As are all the attempts on his life. One of which – a fire he has to leap from the building to avoid – winds up leading straight into While You Were Sleeping Fake-fiancé nonsense that somehow works? There’s inconvenient/convenient amnesia; newfound siblings making things bearable; Sebastian & Lillian finally meeting somewhere in the realms of friendship; the Wallflower philosophy on raising girls; and the Merritt being the best shot in her family and making her brothers angry even though they are never on the page. Keir is as stubborn a Scott as you’d ever want to have (convenient lineage included), and while the insta-love might not be the most believable of storylines, I did like Merritt’s sensible discussions with herself about not missing out on life, and damning propriety if she had to, which came in quite handy throughout the book, as propriety would almost certainly have ended it before it began. To say that I could read Merritt as the Westcliff’s child before the Westcliffs ever show up illustrates both how deeply I love the original Wallflowers & how great Kleypas is at knowing both her characters and her readers.
Should this book have been in this series? Likely not: Dr. Garrett & Ransom, as well as Phoebe now Ravenel do all make their appearances, but none is a main character in this book. It felt more like book one of the Wallflowers part 2, if I’m quite honest, and that’s probably why I don’t mind that it’s here, even if it shouldn’t be.
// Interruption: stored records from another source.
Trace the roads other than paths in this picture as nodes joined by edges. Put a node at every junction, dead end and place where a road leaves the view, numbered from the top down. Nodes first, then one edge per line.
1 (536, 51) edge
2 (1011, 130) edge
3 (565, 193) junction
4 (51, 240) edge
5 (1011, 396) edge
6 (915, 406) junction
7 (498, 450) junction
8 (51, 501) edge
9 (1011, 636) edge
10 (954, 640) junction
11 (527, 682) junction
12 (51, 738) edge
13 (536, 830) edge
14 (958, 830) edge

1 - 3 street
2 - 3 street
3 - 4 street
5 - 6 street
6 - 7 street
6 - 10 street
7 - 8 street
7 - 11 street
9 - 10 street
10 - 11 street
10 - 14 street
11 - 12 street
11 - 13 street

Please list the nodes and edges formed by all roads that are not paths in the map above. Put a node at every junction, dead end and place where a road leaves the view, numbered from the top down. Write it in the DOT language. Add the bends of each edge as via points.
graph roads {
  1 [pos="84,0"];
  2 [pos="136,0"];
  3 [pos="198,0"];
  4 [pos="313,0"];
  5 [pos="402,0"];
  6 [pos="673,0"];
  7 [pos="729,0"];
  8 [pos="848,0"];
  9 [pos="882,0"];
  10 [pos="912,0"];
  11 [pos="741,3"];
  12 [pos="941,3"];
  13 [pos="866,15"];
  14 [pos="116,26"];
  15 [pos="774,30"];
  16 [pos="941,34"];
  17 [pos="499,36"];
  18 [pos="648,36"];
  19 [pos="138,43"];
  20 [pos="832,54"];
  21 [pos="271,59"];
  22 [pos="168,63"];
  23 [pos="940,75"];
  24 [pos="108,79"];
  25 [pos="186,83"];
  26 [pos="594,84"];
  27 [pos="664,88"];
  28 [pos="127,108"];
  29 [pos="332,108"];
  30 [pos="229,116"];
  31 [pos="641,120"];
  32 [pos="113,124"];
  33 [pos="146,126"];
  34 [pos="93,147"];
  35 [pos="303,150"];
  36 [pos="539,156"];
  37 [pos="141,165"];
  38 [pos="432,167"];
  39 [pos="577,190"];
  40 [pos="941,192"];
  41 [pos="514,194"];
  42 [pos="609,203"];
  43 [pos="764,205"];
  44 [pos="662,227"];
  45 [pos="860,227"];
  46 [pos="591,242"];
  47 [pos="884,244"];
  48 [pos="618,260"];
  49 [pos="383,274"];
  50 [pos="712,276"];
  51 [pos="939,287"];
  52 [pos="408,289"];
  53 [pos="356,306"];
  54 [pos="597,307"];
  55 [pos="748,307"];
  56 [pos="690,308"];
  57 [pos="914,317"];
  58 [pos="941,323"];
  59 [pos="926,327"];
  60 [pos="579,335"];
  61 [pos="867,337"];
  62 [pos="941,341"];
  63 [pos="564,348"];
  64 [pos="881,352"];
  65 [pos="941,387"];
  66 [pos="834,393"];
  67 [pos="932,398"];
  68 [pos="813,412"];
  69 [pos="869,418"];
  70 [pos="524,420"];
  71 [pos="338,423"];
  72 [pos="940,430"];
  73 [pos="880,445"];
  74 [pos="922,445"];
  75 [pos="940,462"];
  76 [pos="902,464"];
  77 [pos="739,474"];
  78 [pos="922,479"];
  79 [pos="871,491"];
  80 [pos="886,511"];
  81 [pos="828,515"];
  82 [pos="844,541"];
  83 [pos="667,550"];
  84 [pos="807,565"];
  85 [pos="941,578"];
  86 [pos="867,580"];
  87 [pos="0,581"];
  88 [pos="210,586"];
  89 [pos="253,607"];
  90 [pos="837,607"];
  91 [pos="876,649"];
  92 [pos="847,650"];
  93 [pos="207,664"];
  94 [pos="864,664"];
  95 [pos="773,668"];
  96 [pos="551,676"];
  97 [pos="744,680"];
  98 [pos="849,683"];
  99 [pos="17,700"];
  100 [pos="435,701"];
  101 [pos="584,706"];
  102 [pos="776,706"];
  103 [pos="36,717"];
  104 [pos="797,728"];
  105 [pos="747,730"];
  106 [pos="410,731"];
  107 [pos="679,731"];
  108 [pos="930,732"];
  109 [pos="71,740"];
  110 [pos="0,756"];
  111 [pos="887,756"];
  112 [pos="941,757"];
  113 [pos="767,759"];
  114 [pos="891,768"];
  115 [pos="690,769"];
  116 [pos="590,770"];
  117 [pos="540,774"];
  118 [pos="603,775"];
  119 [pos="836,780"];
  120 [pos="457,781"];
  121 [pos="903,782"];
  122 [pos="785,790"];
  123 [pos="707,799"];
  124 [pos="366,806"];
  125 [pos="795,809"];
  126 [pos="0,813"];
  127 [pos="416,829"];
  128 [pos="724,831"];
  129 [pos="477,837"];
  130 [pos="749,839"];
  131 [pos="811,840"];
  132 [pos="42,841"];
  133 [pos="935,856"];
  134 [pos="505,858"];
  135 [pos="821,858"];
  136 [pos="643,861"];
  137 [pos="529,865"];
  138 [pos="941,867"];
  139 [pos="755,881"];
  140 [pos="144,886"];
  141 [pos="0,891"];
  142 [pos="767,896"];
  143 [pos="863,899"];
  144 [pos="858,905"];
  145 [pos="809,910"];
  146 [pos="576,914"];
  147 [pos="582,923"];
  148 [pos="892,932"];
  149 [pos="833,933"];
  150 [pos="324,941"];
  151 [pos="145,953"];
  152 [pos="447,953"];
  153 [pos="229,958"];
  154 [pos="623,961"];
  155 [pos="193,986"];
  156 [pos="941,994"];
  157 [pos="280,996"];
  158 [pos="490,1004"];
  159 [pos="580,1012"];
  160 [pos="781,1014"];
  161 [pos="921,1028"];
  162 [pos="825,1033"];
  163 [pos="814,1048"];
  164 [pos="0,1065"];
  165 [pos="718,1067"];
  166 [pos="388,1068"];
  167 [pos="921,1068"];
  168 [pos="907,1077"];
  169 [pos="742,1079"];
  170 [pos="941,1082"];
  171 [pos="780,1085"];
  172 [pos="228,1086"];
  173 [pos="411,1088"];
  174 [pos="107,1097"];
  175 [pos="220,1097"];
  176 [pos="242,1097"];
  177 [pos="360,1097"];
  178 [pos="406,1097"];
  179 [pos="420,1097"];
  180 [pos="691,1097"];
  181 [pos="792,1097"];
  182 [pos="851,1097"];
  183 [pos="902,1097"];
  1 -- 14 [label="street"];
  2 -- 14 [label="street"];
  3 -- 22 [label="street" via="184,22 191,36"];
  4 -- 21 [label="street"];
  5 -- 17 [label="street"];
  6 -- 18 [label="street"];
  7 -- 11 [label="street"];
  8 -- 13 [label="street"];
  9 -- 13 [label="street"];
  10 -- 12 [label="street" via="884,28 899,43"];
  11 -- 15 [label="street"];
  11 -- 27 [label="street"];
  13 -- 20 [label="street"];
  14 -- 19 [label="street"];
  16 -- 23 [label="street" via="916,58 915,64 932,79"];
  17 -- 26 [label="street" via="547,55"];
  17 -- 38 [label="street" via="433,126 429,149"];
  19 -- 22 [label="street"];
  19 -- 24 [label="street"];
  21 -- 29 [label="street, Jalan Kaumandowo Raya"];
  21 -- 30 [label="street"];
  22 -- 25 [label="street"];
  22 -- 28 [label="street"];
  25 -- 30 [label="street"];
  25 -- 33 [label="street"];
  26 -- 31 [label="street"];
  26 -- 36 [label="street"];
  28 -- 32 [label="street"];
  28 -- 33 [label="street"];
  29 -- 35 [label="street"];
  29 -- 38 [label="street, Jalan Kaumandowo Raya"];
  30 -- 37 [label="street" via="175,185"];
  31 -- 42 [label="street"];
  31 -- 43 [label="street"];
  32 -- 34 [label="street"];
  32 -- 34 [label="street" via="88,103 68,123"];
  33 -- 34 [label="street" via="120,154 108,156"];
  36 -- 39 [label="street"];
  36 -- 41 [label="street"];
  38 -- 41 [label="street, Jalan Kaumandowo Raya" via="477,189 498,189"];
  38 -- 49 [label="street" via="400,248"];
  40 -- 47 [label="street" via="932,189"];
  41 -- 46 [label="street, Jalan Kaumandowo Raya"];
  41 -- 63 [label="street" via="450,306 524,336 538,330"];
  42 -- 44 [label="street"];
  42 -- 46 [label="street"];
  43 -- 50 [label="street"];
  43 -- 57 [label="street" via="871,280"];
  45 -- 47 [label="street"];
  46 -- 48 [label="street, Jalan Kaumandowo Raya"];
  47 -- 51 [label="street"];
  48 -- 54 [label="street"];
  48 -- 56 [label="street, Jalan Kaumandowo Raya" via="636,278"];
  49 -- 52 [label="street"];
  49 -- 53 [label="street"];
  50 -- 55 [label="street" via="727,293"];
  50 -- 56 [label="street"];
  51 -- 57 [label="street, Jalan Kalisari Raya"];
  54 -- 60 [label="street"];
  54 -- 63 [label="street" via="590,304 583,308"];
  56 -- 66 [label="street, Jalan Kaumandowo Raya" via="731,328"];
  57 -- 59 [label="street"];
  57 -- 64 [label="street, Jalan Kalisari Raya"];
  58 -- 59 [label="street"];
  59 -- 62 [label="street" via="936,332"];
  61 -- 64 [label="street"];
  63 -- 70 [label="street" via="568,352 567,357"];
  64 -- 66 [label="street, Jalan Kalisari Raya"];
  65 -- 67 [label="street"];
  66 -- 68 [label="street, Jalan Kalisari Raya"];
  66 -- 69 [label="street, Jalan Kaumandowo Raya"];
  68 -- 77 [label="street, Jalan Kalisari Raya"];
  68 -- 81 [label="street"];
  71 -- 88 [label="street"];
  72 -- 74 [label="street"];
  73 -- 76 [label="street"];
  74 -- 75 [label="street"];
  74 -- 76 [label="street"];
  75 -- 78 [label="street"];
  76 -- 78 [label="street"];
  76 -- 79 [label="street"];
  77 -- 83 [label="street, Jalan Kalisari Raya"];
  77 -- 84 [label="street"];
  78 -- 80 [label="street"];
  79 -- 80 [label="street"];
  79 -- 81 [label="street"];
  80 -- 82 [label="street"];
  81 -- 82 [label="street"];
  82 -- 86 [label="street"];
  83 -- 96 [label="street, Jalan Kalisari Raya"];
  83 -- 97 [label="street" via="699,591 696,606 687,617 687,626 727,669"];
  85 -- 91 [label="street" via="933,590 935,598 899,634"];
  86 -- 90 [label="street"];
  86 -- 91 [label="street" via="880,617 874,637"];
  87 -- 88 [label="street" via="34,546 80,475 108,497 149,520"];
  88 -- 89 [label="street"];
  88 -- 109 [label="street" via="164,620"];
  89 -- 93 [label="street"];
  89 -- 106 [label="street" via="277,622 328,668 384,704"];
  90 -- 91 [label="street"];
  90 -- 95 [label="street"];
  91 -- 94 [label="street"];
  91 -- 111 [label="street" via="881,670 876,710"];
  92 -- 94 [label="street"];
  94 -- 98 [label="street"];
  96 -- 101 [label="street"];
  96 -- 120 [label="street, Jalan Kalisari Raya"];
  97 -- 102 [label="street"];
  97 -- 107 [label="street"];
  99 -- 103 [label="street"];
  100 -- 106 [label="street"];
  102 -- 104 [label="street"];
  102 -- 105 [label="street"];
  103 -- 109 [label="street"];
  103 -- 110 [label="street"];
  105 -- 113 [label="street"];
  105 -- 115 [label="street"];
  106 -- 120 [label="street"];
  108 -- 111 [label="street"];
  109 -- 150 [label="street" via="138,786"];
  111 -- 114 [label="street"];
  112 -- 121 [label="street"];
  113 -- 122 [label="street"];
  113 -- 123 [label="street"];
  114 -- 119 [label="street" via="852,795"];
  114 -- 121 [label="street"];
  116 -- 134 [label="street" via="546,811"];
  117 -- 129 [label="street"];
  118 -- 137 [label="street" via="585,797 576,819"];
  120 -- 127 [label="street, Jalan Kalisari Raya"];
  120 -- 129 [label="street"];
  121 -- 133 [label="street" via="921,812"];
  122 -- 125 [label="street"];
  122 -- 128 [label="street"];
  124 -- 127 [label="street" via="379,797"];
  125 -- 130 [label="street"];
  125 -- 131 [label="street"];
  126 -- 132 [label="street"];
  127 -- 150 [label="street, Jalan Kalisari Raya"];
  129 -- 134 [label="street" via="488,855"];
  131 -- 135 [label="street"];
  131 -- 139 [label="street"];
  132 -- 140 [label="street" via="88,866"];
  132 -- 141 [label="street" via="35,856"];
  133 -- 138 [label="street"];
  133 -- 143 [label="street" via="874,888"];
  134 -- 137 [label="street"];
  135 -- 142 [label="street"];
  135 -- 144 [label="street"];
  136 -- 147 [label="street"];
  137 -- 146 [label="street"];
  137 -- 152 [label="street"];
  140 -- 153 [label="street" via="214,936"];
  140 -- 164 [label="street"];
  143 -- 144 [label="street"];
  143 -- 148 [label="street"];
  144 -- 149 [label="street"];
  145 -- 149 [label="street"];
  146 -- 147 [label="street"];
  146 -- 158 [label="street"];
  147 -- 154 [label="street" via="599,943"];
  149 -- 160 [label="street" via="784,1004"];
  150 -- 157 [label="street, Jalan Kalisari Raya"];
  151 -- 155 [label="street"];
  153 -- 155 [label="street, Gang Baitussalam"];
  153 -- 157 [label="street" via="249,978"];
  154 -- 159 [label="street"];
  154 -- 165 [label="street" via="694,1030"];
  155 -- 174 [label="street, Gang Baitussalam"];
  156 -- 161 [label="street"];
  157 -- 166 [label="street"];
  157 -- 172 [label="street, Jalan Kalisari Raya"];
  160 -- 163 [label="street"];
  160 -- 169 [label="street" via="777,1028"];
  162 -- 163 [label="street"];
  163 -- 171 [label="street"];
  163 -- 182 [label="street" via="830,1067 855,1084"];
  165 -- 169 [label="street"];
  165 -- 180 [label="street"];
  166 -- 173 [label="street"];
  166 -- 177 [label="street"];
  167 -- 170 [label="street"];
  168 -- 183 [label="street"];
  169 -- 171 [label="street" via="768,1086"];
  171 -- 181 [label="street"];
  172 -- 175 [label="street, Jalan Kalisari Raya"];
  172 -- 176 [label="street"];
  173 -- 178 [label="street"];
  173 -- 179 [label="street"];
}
Quote: “How could it be late, when you’re the sunrise? There’s no morning sky or lark-song before you appear. No butterfly would dare unfold its wings. The day waits on you, my heart, just as the harvest waits the reaper.”
And thus concludes my Ravenel wrap-up, at least for now. I did get the feeling that certain siblings might be expected to make their own showings in later books, but it’s been a year since book 7, and I don’t see any additional titles mentioned anywhere, so I guess we’ll wait and see. In the meantime, I urge you to read -at least – the internet’s favorite & my favorite, books 2 & 4, if you need a refresher in how historicals can be written so. damn. well.
I’m going to count this review in the Verse square of Cbrbingo14, because nobody can tell me that there isn’t a Wallflowers-verse, at least for Kleypas fans. There is, and there likely always will be.